[Start of section]

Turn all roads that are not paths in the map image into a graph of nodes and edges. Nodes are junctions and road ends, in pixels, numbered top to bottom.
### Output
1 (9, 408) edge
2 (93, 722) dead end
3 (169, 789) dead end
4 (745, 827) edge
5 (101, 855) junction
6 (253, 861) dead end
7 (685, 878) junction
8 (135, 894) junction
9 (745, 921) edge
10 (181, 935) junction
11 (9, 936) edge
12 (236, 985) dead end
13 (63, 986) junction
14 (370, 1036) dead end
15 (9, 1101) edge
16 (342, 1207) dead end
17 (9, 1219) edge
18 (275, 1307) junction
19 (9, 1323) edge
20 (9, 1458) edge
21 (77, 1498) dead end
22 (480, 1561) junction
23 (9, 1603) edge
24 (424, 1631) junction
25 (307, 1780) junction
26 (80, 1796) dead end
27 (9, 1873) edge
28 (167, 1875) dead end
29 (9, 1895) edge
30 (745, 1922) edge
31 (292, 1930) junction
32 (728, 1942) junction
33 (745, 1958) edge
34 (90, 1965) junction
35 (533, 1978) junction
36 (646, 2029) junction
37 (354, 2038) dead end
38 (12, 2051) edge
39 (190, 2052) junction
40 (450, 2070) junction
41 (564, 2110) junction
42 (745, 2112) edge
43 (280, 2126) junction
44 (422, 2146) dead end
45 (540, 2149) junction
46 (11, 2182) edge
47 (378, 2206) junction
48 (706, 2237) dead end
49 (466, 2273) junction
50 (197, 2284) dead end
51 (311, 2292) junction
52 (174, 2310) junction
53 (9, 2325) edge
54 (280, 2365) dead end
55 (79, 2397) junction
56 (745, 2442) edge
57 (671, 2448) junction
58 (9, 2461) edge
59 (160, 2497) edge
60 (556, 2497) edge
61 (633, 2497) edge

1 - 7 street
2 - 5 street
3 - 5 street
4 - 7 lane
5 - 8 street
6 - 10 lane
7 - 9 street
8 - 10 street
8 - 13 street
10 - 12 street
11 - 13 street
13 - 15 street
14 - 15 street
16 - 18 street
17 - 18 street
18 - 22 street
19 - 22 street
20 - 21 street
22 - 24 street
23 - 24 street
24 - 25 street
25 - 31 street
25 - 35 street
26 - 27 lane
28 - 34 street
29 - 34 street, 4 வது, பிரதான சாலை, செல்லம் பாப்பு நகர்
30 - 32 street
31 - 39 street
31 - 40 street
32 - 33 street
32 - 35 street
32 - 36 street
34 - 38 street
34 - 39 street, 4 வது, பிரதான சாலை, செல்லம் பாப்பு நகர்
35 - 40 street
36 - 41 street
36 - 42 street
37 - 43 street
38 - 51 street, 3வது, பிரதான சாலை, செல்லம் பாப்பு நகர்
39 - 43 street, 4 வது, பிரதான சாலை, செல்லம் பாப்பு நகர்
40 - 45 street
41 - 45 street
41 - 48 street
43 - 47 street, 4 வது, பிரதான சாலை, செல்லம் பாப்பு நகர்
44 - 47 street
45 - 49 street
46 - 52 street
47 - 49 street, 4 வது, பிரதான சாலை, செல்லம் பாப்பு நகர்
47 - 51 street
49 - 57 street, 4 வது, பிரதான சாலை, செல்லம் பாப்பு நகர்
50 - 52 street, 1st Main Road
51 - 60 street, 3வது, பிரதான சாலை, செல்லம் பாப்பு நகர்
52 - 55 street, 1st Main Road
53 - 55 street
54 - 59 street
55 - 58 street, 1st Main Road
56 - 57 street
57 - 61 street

[End of section]

An exact repeat of all the records is required.

Turn all roads that are not paths in the map image into a graph of nodes and edges. Nodes are junctions and road ends, in pixels, numbered top to bottom.
### Output
1 (9, 408) edge
2 (93, 722) dead end
3 (169, 789) dead end
4 (745, 827) edge
5 (101, 855) junction
6 (253, 861) dead end
7 (685, 878) junction
8 (135, 894) junction
9 (745, 921) edge
10 (181, 935) junction
11 (9, 936) edge
12 (236, 985) dead end
13 (63, 986) junction
14 (370, 1036) dead end
15 (9, 1101) edge
16 (342, 1207) dead end
17 (9, 1219) edge
18 (275, 1307) junction
19 (9, 1323) edge
20 (9, 1458) edge
21 (77, 1498) dead end
22 (480, 1561) junction
23 (9, 1603) edge
24 (424, 1631) junction
25 (307, 1780) junction
26 (80, 1796) dead end
27 (9, 1873) edge
28 (167, 1875) dead end
29 (9, 1895) edge
30 (745, 1922) edge
31 (292, 1930) junction
32 (728, 1942) junction
33 (745, 1958) edge
34 (90, 1965) junction
35 (533, 1978) junction
36 (646, 2029) junction
37 (354, 2038) dead end
38 (12, 2051) edge
39 (190, 2052) junction
40 (450, 2070) junction
41 (564, 2110) junction
42 (745, 2112) edge
43 (280, 2126) junction
44 (422, 2146) dead end
45 (540, 2149) junction
46 (11, 2182) edge
47 (378, 2206) junction
48 (706, 2237) dead end
49 (466, 2273) junction
50 (197, 2284) dead end
51 (311, 2292) junction
52 (174, 2310) junction
53 (9, 2325) edge
54 (280, 2365) dead end
55 (79, 2397) junction
56 (745, 2442) edge
57 (671, 2448) junction
58 (9, 2461) edge
59 (160, 2497) edge
60 (556, 2497) edge
61 (633, 2497) edge

1 - 7 street
2 - 5 street
3 - 5 street
4 - 7 lane
5 - 8 street
6 - 10 lane
7 - 9 street
8 - 10 street
8 - 13 street
10 - 12 street
11 - 13 street
13 - 15 street
14 - 15 street
16 - 18 street
17 - 18 street
18 - 22 street
19 - 22 street
20 - 21 street
22 - 24 street
23 - 24 street
24 - 25 street
25 - 31 street
25 - 35 street
26 - 27 lane
28 - 34 street
29 - 34 street, 4 வது, பிரதான சாலை, செல்லம் பாப்பு நகர்
30 - 32 street
31 - 39 street
31 - 40 street
32 - 33 street
32 - 35 street
32 - 36 street
34 - 38 street
34 - 39 street, 4 வது, பிரதான சாலை, செல்லம் பாப்பு நகர்
35 - 40 street
36 - 41 street
36 - 42 street
37 - 43 street
38 - 51 street, 3வது, பிரதான சாலை, செல்லம் பாப்பு நகர்
39 - 43 street, 4 வது, பிரதான சாலை, செல்லம் பாப்பு நகர்
40 - 45 street
41 - 45 street
41 - 48 street
43 - 47 street, 4 வது, பிரதான சாலை, செல்லம் பாப்பு நகர்
44 - 47 street
45 - 49 street
46 - 52 street
47 - 49 street, 4 வது, பிரதான சாலை, செல்லம் பாப்பு நகர்
47 - 51 street
49 - 57 street, 4 வது, பிரதான சாலை, செல்லம் பாப்பு நகர்
50 - 52 street, 1st Main Road
51 - 60 street, 3வது, பிரதான சாலை, செல்லம் பாப்பு நகர்
52 - 55 street, 1st Main Road
53 - 55 street
54 - 59 street
55 - 58 street, 1st Main Road
56 - 57 street
57 - 61 street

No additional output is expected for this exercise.